• **ASSIGNED TASK**:
Your answer must be an exact copy of all the entries.

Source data
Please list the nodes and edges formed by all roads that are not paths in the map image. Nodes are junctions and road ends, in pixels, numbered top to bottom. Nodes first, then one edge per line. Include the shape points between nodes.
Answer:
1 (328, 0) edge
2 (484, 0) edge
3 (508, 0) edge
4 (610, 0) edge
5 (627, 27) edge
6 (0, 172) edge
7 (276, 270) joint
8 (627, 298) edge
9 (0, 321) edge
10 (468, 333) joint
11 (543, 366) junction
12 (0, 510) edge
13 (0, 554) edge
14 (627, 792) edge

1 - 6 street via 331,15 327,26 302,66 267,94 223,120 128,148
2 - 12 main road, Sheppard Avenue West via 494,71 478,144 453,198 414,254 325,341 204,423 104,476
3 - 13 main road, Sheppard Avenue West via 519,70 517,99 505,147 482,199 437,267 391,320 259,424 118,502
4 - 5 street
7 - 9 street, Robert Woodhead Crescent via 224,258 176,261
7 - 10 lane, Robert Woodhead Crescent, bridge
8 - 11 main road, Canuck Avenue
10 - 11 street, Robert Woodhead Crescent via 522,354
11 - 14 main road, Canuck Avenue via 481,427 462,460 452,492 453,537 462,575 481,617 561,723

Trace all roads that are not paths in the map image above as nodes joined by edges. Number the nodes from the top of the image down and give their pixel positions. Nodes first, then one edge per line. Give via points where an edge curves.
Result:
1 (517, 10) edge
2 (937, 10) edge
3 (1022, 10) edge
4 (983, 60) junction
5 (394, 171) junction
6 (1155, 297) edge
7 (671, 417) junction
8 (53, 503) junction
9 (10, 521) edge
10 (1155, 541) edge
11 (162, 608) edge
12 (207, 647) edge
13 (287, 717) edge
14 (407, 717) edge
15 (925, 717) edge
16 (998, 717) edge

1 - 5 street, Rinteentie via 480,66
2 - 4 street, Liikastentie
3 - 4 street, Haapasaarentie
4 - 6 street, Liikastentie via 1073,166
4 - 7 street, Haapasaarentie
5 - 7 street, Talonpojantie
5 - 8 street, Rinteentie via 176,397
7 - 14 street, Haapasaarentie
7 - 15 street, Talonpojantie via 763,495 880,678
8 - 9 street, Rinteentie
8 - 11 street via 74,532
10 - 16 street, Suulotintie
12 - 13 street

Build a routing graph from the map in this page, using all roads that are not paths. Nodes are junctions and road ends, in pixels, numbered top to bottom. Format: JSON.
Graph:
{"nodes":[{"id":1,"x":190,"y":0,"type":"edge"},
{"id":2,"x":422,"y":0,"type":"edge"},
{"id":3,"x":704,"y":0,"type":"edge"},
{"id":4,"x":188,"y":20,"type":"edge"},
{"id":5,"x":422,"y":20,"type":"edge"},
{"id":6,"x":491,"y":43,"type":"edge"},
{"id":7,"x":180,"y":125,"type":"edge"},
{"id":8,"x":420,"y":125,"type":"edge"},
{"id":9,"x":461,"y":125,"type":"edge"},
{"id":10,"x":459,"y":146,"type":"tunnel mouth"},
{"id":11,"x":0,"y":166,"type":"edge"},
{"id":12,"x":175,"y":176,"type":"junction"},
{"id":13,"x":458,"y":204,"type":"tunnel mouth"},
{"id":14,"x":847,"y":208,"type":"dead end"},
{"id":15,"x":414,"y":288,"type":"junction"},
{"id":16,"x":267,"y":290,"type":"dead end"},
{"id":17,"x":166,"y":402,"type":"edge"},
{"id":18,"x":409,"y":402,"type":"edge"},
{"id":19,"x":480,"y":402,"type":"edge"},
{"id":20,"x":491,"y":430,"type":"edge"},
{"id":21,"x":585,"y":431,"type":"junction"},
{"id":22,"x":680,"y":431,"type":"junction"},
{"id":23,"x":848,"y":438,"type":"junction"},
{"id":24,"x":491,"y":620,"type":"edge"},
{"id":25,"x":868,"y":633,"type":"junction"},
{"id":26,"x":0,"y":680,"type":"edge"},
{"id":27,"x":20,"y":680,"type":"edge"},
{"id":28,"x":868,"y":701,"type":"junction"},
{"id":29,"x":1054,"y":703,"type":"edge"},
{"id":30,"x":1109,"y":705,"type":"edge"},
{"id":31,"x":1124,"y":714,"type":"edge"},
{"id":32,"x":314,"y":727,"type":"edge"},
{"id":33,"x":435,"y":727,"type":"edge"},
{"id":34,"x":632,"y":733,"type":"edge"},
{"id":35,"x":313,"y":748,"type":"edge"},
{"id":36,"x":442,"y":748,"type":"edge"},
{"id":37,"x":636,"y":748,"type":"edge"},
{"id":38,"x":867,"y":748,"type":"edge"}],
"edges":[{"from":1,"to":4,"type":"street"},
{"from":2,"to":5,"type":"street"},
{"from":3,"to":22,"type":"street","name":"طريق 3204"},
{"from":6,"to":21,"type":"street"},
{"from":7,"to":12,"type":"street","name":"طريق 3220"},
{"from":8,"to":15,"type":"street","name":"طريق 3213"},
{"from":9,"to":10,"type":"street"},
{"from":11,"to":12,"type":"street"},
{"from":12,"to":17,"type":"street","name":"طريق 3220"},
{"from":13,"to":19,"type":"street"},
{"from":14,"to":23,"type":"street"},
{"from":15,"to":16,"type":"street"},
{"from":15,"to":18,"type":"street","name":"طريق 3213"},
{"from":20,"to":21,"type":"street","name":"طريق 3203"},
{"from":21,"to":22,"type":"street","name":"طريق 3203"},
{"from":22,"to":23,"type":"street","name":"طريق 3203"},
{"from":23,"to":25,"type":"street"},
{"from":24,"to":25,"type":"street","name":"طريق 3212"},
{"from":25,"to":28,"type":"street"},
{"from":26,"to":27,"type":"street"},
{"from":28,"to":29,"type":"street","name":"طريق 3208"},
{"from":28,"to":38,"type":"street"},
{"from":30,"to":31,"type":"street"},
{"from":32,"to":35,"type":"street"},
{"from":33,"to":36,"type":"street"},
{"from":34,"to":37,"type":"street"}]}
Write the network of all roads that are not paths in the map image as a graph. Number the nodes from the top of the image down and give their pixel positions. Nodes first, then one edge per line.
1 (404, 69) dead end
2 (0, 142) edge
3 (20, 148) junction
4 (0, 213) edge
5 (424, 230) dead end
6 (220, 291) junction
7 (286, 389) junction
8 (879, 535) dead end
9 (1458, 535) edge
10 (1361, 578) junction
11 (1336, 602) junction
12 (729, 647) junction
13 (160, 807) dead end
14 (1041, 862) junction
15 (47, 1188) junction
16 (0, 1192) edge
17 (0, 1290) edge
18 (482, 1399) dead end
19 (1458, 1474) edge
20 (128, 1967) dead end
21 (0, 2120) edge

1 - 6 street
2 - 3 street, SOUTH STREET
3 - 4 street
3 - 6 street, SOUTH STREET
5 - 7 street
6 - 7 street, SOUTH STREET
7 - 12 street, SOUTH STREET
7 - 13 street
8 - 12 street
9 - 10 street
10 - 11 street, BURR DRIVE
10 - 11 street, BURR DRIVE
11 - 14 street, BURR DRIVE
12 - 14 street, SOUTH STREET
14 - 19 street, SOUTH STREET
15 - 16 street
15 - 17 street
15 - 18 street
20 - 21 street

• **WRITTEN ANSWER**:
Please list the nodes and edges formed by all roads that are not paths in the map image. Nodes are junctions and road ends, in pixels, numbered top to bottom. Nodes first, then one edge per line. Include the shape points between nodes.
Answer:
1 (328, 0) edge
2 (484, 0) edge
3 (508, 0) edge
4 (610, 0) edge
5 (627, 27) edge
6 (0, 172) edge
7 (276, 270) joint
8 (627, 298) edge
9 (0, 321) edge
10 (468, 333) joint
11 (543, 366) junction
12 (0, 510) edge
13 (0, 554) edge
14 (627, 792) edge

1 - 6 street via 331,15 327,26 302,66 267,94 223,120 128,148
2 - 12 main road, Sheppard Avenue West via 494,71 478,144 453,198 414,254 325,341 204,423 104,476
3 - 13 main road, Sheppard Avenue West via 519,70 517,99 505,147 482,199 437,267 391,320 259,424 118,502
4 - 5 street
7 - 9 street, Robert Woodhead Crescent via 224,258 176,261
7 - 10 lane, Robert Woodhead Crescent, bridge
8 - 11 main road, Canuck Avenue
10 - 11 street, Robert Woodhead Crescent via 522,354
11 - 14 main road, Canuck Avenue via 481,427 462,460 452,492 453,537 462,575 481,617 561,723

Trace all roads that are not paths in the map image above as nodes joined by edges. Number the nodes from the top of the image down and give their pixel positions. Nodes first, then one edge per line. Give via points where an edge curves.
Result:
1 (517, 10) edge
2 (937, 10) edge
3 (1022, 10) edge
4 (983, 60) junction
5 (394, 171) junction
6 (1155, 297) edge
7 (671, 417) junction
8 (53, 503) junction
9 (10, 521) edge
10 (1155, 541) edge
11 (162, 608) edge
12 (207, 647) edge
13 (287, 717) edge
14 (407, 717) edge
15 (925, 717) edge
16 (998, 717) edge

1 - 5 street, Rinteentie via 480,66
2 - 4 street, Liikastentie
3 - 4 street, Haapasaarentie
4 - 6 street, Liikastentie via 1073,166
4 - 7 street, Haapasaarentie
5 - 7 street, Talonpojantie
5 - 8 street, Rinteentie via 176,397
7 - 14 street, Haapasaarentie
7 - 15 street, Talonpojantie via 763,495 880,678
8 - 9 street, Rinteentie
8 - 11 street via 74,532
10 - 16 street, Suulotintie
12 - 13 street

Build a routing graph from the map in this page, using all roads that are not paths. Nodes are junctions and road ends, in pixels, numbered top to bottom. Format: JSON.
Graph:
{"nodes":[{"id":1,"x":190,"y":0,"type":"edge"},
{"id":2,"x":422,"y":0,"type":"edge"},
{"id":3,"x":704,"y":0,"type":"edge"},
{"id":4,"x":188,"y":20,"type":"edge"},
{"id":5,"x":422,"y":20,"type":"edge"},
{"id":6,"x":491,"y":43,"type":"edge"},
{"id":7,"x":180,"y":125,"type":"edge"},
{"id":8,"x":420,"y":125,"type":"edge"},
{"id":9,"x":461,"y":125,"type":"edge"},
{"id":10,"x":459,"y":146,"type":"tunnel mouth"},
{"id":11,"x":0,"y":166,"type":"edge"},
{"id":12,"x":175,"y":176,"type":"junction"},
{"id":13,"x":458,"y":204,"type":"tunnel mouth"},
{"id":14,"x":847,"y":208,"type":"dead end"},
{"id":15,"x":414,"y":288,"type":"junction"},
{"id":16,"x":267,"y":290,"type":"dead end"},
{"id":17,"x":166,"y":402,"type":"edge"},
{"id":18,"x":409,"y":402,"type":"edge"},
{"id":19,"x":480,"y":402,"type":"edge"},
{"id":20,"x":491,"y":430,"type":"edge"},
{"id":21,"x":585,"y":431,"type":"junction"},
{"id":22,"x":680,"y":431,"type":"junction"},
{"id":23,"x":848,"y":438,"type":"junction"},
{"id":24,"x":491,"y":620,"type":"edge"},
{"id":25,"x":868,"y":633,"type":"junction"},
{"id":26,"x":0,"y":680,"type":"edge"},
{"id":27,"x":20,"y":680,"type":"edge"},
{"id":28,"x":868,"y":701,"type":"junction"},
{"id":29,"x":1054,"y":703,"type":"edge"},
{"id":30,"x":1109,"y":705,"type":"edge"},
{"id":31,"x":1124,"y":714,"type":"edge"},
{"id":32,"x":314,"y":727,"type":"edge"},
{"id":33,"x":435,"y":727,"type":"edge"},
{"id":34,"x":632,"y":733,"type":"edge"},
{"id":35,"x":313,"y":748,"type":"edge"},
{"id":36,"x":442,"y":748,"type":"edge"},
{"id":37,"x":636,"y":748,"type":"edge"},
{"id":38,"x":867,"y":748,"type":"edge"}],
"edges":[{"from":1,"to":4,"type":"street"},
{"from":2,"to":5,"type":"street"},
{"from":3,"to":22,"type":"street","name":"طريق 3204"},
{"from":6,"to":21,"type":"street"},
{"from":7,"to":12,"type":"street","name":"طريق 3220"},
{"from":8,"to":15,"type":"street","name":"طريق 3213"},
{"from":9,"to":10,"type":"street"},
{"from":11,"to":12,"type":"street"},
{"from":12,"to":17,"type":"street","name":"طريق 3220"},
{"from":13,"to":19,"type":"street"},
{"from":14,"to":23,"type":"street"},
{"from":15,"to":16,"type":"street"},
{"from":15,"to":18,"type":"street","name":"طريق 3213"},
{"from":20,"to":21,"type":"street","name":"طريق 3203"},
{"from":21,"to":22,"type":"street","name":"طريق 3203"},
{"from":22,"to":23,"type":"street","name":"طريق 3203"},
{"from":23,"to":25,"type":"street"},
{"from":24,"to":25,"type":"street","name":"طريق 3212"},
{"from":25,"to":28,"type":"street"},
{"from":26,"to":27,"type":"street"},
{"from":28,"to":29,"type":"street","name":"طريق 3208"},
{"from":28,"to":38,"type":"street"},
{"from":30,"to":31,"type":"street"},
{"from":32,"to":35,"type":"street"},
{"from":33,"to":36,"type":"street"},
{"from":34,"to":37,"type":"street"}]}
Write the network of all roads that are not paths in the map image as a graph. Number the nodes from the top of the image down and give their pixel positions. Nodes first, then one edge per line.
1 (404, 69) dead end
2 (0, 142) edge
3 (20, 148) junction
4 (0, 213) edge
5 (424, 230) dead end
6 (220, 291) junction
7 (286, 389) junction
8 (879, 535) dead end
9 (1458, 535) edge
10 (1361, 578) junction
11 (1336, 602) junction
12 (729, 647) junction
13 (160, 807) dead end
14 (1041, 862) junction
15 (47, 1188) junction
16 (0, 1192) edge
17 (0, 1290) edge
18 (482, 1399) dead end
19 (1458, 1474) edge
20 (128, 1967) dead end
21 (0, 2120) edge

1 - 6 street
2 - 3 street, SOUTH STREET
3 - 4 street
3 - 6 street, SOUTH STREET
5 - 7 street
6 - 7 street, SOUTH STREET
7 - 12 street, SOUTH STREET
7 - 13 street
8 - 12 street
9 - 10 street
10 - 11 street, BURR DRIVE
10 - 11 street, BURR DRIVE
11 - 14 street, BURR DRIVE
12 - 14 street, SOUTH STREET
14 - 19 street, SOUTH STREET
15 - 16 street
15 - 17 street
15 - 18 street
20 - 21 street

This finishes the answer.